_INFORMATION_
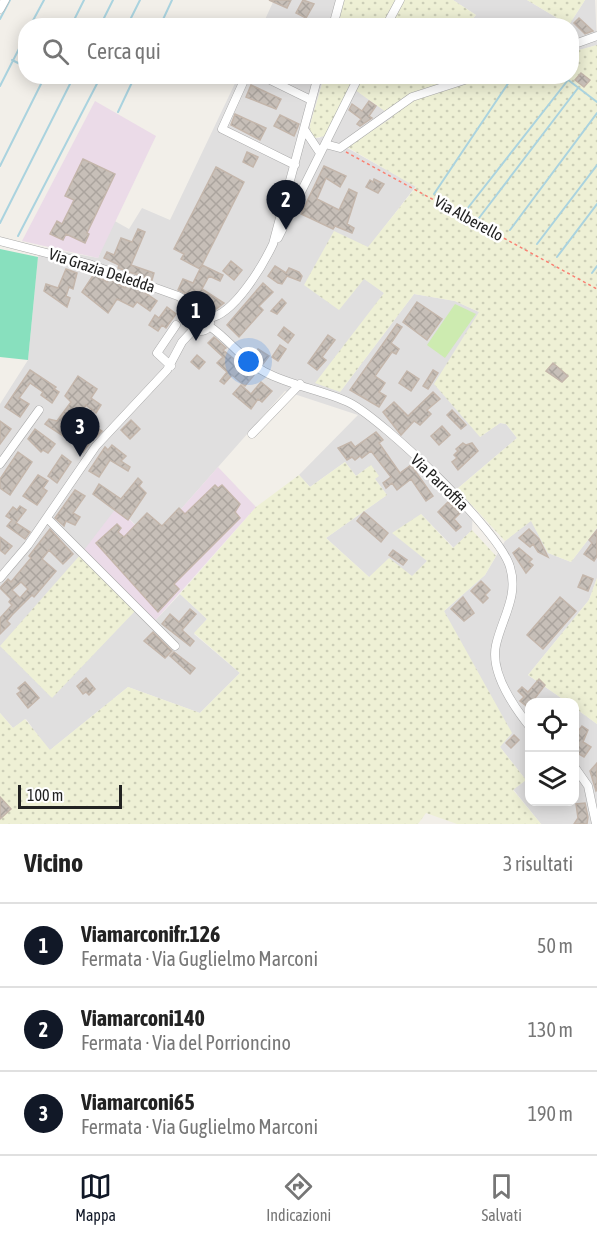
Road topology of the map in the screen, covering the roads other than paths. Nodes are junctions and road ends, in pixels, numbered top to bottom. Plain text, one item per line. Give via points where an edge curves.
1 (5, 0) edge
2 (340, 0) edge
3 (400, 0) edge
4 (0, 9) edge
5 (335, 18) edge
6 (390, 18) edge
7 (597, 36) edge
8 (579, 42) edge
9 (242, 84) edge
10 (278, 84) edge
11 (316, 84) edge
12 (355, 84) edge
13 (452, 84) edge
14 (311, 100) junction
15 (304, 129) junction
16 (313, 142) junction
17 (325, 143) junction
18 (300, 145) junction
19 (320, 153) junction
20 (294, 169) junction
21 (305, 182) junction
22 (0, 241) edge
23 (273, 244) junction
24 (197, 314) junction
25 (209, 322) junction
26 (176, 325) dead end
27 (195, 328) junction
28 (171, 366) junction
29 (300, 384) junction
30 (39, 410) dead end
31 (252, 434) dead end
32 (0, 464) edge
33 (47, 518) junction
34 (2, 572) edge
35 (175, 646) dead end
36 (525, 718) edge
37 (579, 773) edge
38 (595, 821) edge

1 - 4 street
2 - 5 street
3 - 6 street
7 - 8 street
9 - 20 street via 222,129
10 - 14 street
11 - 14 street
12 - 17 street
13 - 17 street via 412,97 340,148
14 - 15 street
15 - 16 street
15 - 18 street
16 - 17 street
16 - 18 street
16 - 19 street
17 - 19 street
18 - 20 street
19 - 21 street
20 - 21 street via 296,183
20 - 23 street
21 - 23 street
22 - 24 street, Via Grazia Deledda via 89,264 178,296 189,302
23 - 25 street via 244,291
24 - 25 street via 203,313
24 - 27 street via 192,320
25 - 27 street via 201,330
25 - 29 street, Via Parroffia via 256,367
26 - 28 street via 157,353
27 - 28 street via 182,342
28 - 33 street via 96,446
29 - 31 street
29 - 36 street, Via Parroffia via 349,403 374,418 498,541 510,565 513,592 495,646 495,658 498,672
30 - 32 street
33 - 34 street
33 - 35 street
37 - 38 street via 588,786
---
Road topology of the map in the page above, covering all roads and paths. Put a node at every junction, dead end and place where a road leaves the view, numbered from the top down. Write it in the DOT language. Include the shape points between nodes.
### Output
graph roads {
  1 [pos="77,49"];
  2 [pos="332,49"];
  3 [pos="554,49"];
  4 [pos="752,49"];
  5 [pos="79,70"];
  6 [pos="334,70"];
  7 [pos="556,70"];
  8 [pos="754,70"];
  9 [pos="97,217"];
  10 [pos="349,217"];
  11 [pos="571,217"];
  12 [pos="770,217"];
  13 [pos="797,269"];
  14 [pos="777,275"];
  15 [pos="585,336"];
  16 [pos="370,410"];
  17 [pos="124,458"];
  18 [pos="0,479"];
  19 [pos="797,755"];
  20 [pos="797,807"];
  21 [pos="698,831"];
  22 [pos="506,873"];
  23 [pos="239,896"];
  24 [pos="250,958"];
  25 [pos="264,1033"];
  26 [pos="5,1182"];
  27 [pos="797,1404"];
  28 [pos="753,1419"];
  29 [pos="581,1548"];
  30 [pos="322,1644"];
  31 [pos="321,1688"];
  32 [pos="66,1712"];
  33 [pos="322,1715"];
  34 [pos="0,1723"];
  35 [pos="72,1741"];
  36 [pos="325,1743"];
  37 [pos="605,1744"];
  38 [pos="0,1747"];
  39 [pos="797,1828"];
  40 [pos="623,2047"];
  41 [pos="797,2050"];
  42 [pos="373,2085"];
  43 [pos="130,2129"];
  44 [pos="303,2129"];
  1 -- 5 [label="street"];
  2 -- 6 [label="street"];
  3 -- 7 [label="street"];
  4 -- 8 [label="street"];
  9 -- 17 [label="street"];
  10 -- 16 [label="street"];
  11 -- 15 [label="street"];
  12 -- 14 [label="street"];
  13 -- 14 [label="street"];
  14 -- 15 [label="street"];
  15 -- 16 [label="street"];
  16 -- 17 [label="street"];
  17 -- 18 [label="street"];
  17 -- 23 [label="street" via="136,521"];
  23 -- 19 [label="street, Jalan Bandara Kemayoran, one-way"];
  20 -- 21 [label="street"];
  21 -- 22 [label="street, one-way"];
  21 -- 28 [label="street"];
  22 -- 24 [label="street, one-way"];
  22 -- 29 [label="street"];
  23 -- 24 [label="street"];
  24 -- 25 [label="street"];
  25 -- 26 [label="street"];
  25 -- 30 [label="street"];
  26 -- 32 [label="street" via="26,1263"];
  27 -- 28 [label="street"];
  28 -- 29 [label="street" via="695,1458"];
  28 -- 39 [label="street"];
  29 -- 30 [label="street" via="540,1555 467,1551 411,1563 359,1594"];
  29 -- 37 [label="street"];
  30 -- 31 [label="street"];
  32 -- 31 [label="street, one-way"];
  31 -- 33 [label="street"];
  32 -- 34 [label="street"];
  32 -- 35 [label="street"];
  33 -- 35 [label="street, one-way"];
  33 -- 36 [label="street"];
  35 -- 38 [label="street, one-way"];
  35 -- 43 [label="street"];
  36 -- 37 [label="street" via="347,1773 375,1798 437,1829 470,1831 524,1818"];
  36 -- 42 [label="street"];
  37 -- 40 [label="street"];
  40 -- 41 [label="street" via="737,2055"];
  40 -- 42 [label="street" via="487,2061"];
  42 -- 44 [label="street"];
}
==
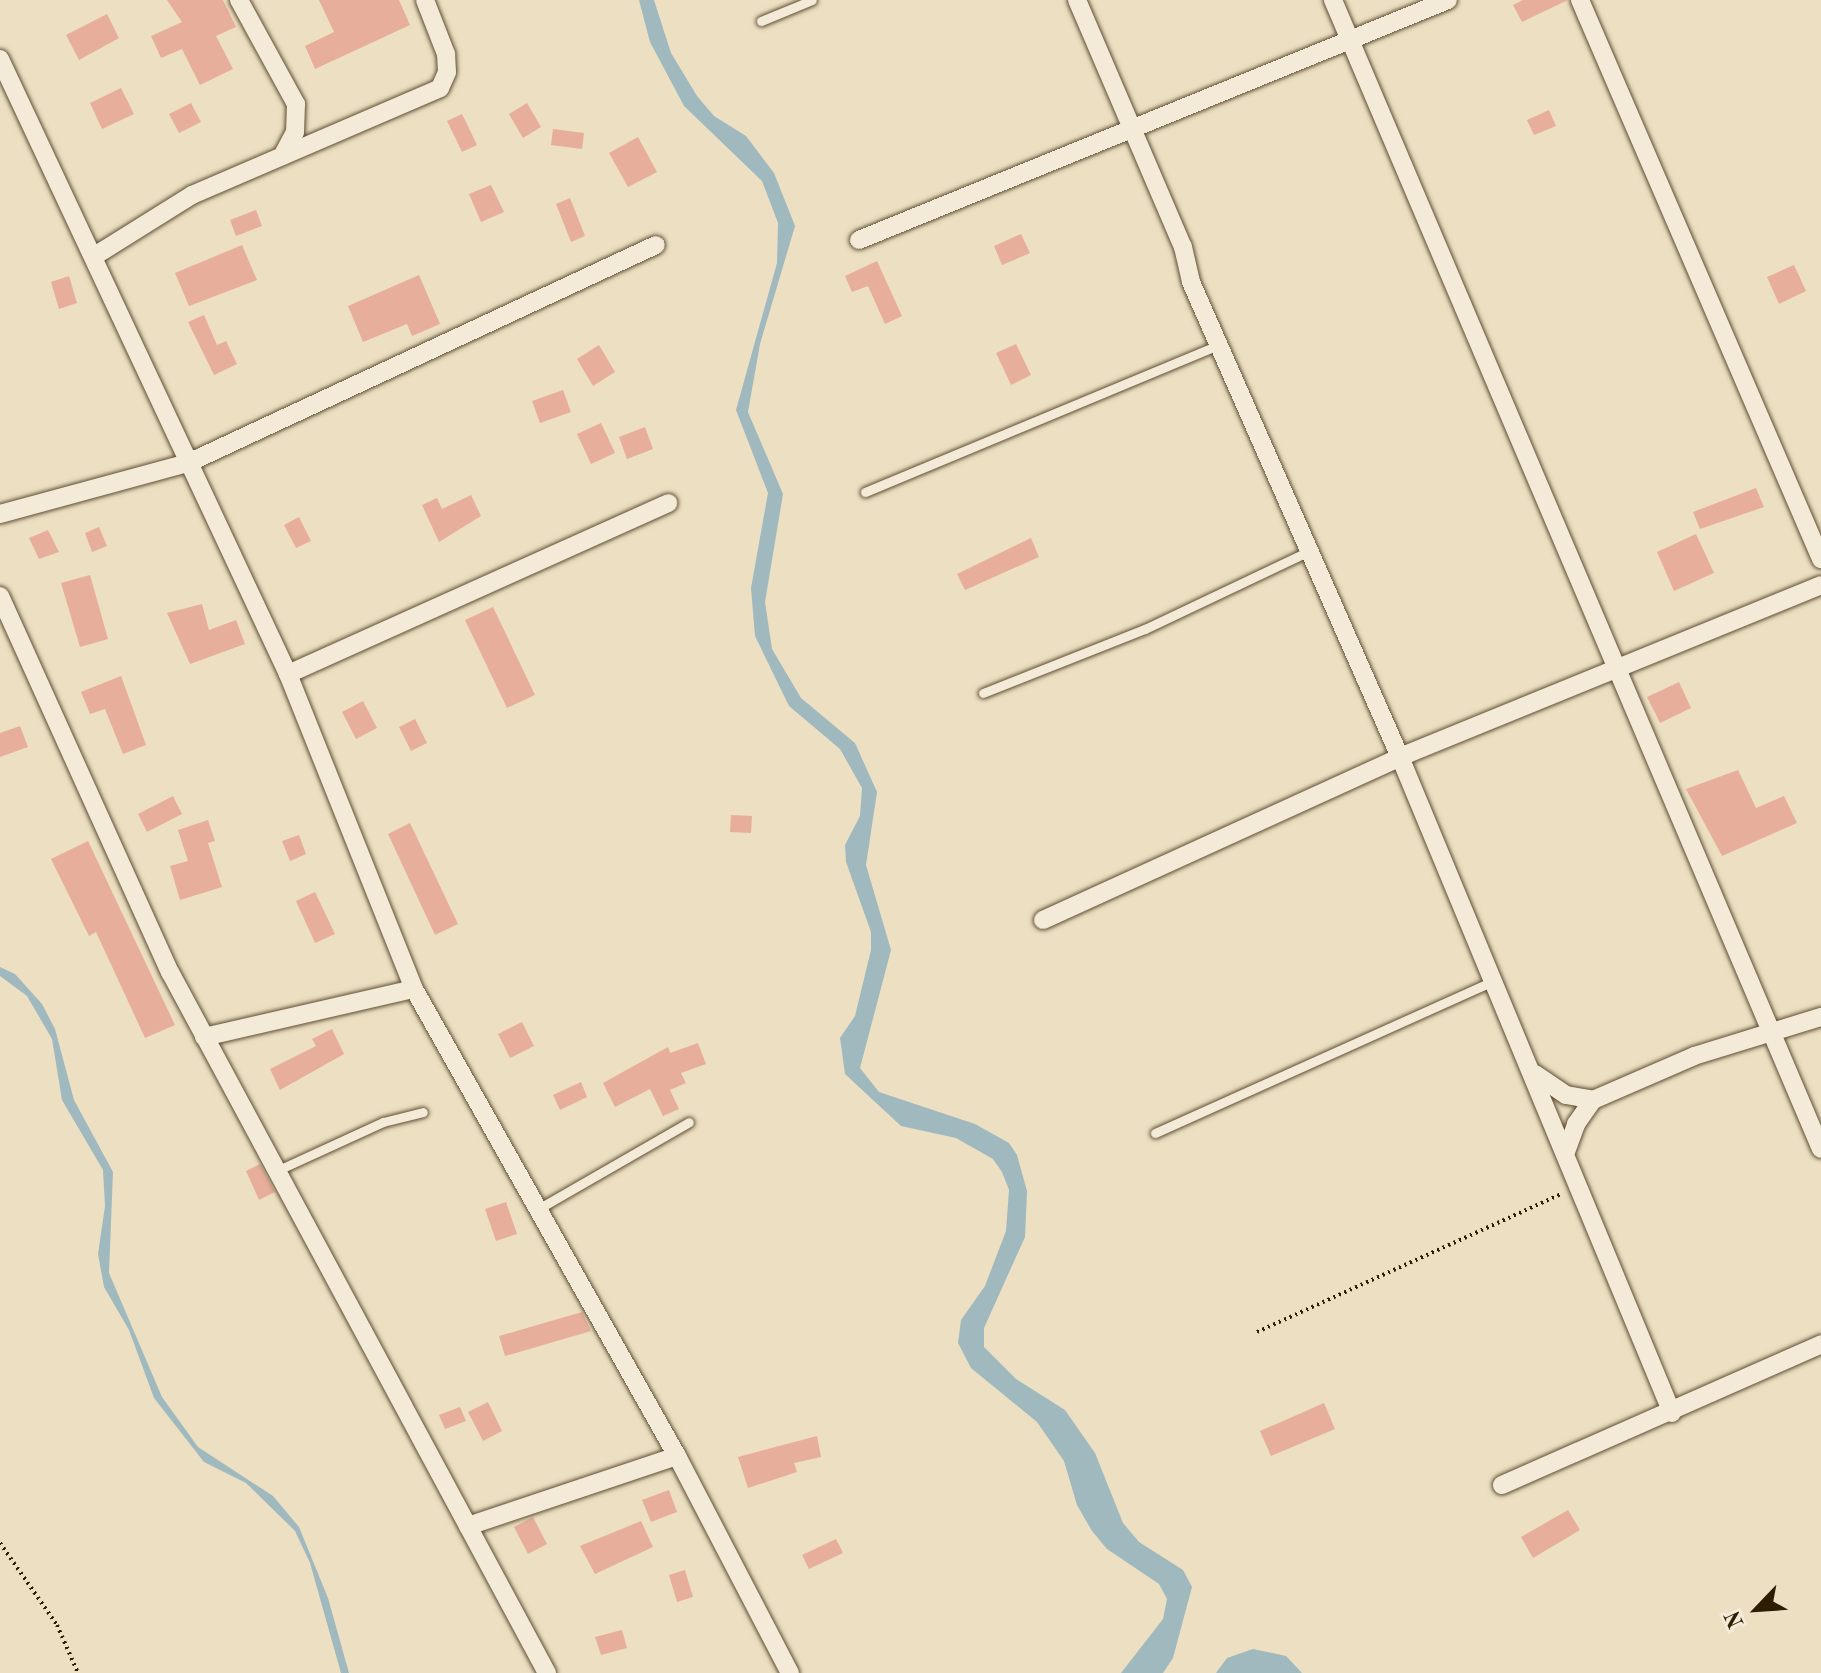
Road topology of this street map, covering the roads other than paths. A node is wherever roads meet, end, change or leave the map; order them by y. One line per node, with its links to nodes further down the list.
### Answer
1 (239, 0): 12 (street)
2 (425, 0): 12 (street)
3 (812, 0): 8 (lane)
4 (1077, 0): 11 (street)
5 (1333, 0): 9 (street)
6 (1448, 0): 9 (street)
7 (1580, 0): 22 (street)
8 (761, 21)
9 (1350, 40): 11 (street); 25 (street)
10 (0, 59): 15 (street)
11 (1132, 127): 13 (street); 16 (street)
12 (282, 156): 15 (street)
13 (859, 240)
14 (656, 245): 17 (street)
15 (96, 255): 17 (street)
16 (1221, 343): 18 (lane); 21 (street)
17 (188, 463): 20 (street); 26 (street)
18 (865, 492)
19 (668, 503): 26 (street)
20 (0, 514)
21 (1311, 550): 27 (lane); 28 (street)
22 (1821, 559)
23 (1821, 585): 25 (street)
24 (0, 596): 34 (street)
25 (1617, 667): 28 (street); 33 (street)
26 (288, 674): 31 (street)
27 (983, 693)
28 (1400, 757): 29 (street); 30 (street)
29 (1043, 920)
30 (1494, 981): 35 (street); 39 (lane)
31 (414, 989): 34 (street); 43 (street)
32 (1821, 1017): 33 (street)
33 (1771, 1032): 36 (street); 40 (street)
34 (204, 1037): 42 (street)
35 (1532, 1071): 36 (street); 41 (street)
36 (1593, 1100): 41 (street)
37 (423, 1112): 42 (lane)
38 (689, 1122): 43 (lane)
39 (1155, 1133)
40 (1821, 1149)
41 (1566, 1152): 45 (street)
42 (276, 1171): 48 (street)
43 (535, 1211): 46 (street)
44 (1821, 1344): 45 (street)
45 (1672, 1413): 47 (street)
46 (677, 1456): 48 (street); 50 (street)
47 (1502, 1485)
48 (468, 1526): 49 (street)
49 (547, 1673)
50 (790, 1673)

_WHAT YOU ARE ASKED TO DO_
Looking at the entries above, count each line in which the word "dead" occurs, then give the total and nothing further.

_ANSWER AREA_
5